• [Provided material]:
────

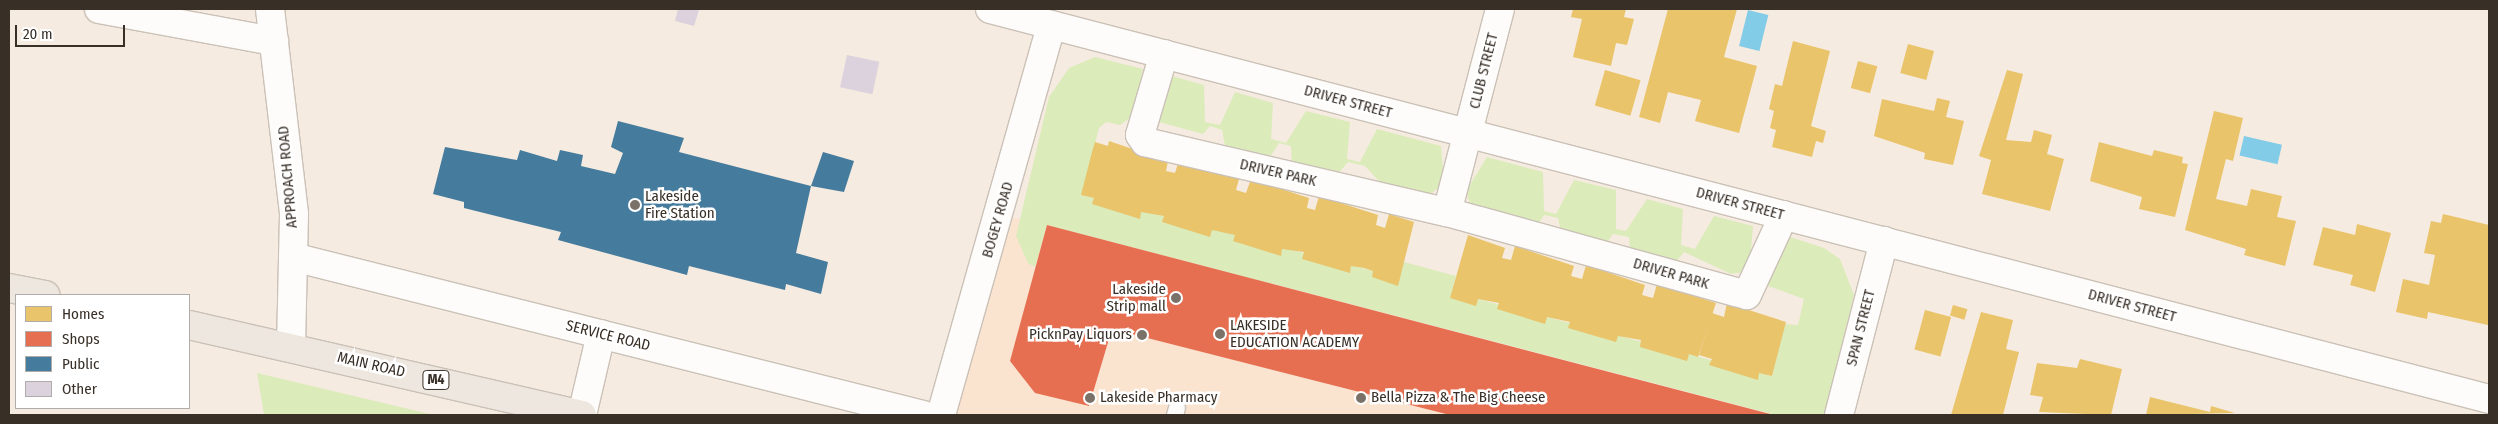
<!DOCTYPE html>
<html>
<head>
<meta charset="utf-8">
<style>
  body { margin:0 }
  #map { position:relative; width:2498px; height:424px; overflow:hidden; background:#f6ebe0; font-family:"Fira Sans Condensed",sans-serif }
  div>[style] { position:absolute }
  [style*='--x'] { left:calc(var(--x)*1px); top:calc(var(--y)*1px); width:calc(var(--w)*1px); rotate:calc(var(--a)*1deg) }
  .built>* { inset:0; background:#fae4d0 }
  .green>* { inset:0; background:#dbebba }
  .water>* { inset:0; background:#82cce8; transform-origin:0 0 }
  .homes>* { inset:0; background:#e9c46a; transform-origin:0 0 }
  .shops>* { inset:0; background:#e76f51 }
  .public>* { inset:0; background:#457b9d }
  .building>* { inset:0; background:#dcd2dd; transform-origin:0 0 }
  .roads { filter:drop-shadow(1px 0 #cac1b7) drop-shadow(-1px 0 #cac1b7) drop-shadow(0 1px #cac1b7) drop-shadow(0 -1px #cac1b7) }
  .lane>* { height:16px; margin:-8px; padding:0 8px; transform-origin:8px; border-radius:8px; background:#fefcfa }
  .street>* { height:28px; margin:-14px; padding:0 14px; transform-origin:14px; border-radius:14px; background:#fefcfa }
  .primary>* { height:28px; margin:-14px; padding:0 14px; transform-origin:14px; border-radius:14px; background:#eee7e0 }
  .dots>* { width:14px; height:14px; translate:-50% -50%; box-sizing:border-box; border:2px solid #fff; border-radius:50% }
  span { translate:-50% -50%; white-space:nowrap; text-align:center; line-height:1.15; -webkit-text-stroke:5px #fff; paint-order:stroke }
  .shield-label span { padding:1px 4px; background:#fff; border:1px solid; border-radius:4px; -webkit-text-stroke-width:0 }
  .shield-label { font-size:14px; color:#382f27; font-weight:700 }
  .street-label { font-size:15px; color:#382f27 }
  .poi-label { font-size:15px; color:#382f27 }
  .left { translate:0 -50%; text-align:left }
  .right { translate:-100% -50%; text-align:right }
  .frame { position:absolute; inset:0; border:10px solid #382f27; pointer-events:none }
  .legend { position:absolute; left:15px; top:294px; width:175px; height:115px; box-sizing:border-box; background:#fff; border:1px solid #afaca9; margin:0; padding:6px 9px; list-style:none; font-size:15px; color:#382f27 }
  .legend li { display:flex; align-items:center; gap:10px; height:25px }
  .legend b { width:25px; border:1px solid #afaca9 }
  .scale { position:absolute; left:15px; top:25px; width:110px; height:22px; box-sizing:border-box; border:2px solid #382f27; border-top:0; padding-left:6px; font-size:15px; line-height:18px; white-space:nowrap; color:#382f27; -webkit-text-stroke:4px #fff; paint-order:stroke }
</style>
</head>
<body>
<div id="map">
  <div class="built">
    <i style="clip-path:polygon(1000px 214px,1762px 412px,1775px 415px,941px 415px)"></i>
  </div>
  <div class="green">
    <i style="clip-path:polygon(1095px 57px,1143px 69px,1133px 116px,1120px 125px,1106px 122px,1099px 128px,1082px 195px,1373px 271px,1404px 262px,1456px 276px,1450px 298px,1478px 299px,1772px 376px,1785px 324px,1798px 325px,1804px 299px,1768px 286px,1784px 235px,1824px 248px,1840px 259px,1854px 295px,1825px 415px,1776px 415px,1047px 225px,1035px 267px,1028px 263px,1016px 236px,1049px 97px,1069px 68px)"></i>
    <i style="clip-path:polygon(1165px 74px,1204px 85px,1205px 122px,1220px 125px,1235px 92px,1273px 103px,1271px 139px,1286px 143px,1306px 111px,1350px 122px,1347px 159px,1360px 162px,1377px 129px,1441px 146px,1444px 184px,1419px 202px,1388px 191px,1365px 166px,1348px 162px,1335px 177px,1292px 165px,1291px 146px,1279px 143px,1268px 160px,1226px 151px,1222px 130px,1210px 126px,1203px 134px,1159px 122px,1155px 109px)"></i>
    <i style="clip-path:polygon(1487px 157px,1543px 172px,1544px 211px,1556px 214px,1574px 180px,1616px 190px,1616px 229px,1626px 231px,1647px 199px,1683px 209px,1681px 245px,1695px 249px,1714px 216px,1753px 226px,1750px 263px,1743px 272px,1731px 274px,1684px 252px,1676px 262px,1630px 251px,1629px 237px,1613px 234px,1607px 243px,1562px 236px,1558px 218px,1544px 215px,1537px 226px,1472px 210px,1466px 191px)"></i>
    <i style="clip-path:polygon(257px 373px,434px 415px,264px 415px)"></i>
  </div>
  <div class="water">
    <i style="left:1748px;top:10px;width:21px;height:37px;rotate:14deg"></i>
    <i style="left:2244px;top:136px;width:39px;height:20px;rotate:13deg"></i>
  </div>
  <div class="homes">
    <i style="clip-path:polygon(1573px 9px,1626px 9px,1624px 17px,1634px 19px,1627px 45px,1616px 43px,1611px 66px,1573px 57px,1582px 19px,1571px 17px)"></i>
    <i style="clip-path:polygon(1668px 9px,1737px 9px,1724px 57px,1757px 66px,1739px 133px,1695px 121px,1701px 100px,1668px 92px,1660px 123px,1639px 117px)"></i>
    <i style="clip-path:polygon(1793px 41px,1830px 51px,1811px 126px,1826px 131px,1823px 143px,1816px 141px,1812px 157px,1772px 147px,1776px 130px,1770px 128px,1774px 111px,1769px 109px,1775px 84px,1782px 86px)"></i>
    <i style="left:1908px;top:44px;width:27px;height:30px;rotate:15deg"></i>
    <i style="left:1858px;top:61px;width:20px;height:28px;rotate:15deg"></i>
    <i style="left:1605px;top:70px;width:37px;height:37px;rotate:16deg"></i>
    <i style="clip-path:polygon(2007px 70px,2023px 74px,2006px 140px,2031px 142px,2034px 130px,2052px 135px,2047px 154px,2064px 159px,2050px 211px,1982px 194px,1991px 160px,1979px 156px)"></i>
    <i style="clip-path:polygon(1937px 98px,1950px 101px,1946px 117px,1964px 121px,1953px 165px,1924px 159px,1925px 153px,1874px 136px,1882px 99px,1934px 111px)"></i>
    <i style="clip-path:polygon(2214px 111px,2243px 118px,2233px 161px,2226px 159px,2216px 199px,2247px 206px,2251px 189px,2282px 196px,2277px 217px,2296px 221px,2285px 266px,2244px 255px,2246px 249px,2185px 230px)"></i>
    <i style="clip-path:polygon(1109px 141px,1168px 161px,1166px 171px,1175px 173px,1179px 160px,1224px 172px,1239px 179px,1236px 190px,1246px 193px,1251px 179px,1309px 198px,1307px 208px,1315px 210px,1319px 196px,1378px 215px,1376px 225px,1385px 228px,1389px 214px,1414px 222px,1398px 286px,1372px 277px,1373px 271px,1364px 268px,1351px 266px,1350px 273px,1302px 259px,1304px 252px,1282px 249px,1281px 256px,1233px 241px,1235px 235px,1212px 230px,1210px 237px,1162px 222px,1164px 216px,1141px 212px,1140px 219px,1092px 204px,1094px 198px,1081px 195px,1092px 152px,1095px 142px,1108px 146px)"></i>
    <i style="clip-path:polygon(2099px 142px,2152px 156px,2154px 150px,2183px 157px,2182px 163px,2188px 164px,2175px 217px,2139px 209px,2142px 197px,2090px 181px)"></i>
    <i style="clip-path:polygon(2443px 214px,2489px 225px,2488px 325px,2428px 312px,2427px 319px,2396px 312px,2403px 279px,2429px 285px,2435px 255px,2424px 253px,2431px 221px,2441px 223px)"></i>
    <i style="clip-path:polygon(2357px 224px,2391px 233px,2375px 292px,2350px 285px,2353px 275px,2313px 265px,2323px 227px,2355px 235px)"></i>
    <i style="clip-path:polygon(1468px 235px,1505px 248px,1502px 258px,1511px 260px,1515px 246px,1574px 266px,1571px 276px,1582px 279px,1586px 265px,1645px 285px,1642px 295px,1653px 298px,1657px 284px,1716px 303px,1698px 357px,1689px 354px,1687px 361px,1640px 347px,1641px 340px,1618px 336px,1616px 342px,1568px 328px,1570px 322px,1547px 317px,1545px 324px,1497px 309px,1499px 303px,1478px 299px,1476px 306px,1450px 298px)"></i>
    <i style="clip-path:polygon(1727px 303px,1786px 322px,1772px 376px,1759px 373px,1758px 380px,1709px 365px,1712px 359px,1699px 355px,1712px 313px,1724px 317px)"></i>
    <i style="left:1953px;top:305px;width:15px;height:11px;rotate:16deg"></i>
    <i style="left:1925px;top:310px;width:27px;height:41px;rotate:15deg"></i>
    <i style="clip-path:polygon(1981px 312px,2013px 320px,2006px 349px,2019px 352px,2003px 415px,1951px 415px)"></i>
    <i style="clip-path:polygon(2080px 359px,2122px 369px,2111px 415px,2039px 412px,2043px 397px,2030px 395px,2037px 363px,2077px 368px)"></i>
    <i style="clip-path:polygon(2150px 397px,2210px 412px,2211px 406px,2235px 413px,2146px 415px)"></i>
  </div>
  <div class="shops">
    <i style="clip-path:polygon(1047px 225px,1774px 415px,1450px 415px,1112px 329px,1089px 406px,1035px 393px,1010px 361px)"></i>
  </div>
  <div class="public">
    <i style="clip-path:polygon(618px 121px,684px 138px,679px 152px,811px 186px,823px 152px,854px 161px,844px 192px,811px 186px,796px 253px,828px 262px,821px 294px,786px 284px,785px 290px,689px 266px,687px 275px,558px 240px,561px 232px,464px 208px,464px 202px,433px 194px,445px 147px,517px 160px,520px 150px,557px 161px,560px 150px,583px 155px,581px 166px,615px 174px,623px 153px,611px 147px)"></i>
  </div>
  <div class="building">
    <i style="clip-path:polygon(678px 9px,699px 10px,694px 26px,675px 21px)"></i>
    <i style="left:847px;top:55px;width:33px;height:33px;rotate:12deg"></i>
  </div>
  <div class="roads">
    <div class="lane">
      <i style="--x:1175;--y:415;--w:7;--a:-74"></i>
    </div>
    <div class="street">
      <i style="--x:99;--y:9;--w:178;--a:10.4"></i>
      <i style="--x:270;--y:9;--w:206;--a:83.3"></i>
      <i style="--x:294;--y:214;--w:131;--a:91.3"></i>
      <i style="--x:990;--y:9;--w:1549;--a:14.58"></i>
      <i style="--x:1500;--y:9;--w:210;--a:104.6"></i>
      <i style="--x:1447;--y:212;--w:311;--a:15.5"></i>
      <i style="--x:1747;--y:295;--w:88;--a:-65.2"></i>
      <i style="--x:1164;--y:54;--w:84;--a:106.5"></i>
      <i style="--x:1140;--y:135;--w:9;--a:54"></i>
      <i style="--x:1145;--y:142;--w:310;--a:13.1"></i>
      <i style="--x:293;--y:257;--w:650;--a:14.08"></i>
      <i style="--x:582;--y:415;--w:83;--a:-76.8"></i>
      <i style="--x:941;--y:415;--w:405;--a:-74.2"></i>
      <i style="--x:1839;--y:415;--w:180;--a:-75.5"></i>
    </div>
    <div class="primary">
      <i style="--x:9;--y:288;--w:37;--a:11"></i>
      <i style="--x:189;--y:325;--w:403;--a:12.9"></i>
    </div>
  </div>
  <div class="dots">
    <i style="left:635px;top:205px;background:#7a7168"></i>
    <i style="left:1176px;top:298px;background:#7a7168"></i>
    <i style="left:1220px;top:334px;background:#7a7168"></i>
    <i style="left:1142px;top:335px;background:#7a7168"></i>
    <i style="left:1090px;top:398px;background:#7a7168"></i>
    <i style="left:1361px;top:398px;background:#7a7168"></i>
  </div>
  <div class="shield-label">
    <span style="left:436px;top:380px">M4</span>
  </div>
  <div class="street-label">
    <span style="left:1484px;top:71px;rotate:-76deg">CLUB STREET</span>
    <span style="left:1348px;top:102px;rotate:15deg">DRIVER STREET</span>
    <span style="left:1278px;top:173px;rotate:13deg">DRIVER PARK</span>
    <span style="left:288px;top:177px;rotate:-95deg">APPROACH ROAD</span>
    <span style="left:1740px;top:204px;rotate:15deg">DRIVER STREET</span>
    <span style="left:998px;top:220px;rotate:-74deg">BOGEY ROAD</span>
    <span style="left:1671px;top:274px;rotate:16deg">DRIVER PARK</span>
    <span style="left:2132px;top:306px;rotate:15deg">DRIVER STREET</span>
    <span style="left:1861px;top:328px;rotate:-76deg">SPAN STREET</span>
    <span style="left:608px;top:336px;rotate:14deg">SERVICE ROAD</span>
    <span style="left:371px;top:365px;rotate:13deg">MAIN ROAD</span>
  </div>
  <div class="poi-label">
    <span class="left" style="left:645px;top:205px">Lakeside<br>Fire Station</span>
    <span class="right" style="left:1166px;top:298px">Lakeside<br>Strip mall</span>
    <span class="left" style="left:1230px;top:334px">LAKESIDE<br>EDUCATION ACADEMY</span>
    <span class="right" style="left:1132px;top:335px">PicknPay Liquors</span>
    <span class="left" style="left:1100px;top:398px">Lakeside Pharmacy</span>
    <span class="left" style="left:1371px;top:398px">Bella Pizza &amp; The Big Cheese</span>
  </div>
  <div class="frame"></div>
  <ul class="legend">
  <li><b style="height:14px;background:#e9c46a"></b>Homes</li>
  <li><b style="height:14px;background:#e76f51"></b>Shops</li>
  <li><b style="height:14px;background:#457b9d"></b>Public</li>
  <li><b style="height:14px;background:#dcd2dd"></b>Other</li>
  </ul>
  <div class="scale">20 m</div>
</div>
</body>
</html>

────

• [Task brief]: Everything from the line containing "98px,1950px 101px,1946px 117px,1964px" through the line containing "111px,2243px 118px,2233px 161px,2226px" in the material above should be retyped exactly, both ends included, and nothing more.

• [Written solution]:
    <i style="clip-path:polygon(1937px 98px,1950px 101px,1946px 117px,1964px 121px,1953px 165px,1924px 159px,1925px 153px,1874px 136px,1882px 99px,1934px 111px)"></i>
    <i style="clip-path:polygon(2214px 111px,2243px 118px,2233px 161px,2226px 159px,2216px 199px,2247px 206px,2251px 189px,2282px 196px,2277px 217px,2296px 221px,2285px 266px,2244px 255px,2246px 249px,2185px 230px)"></i>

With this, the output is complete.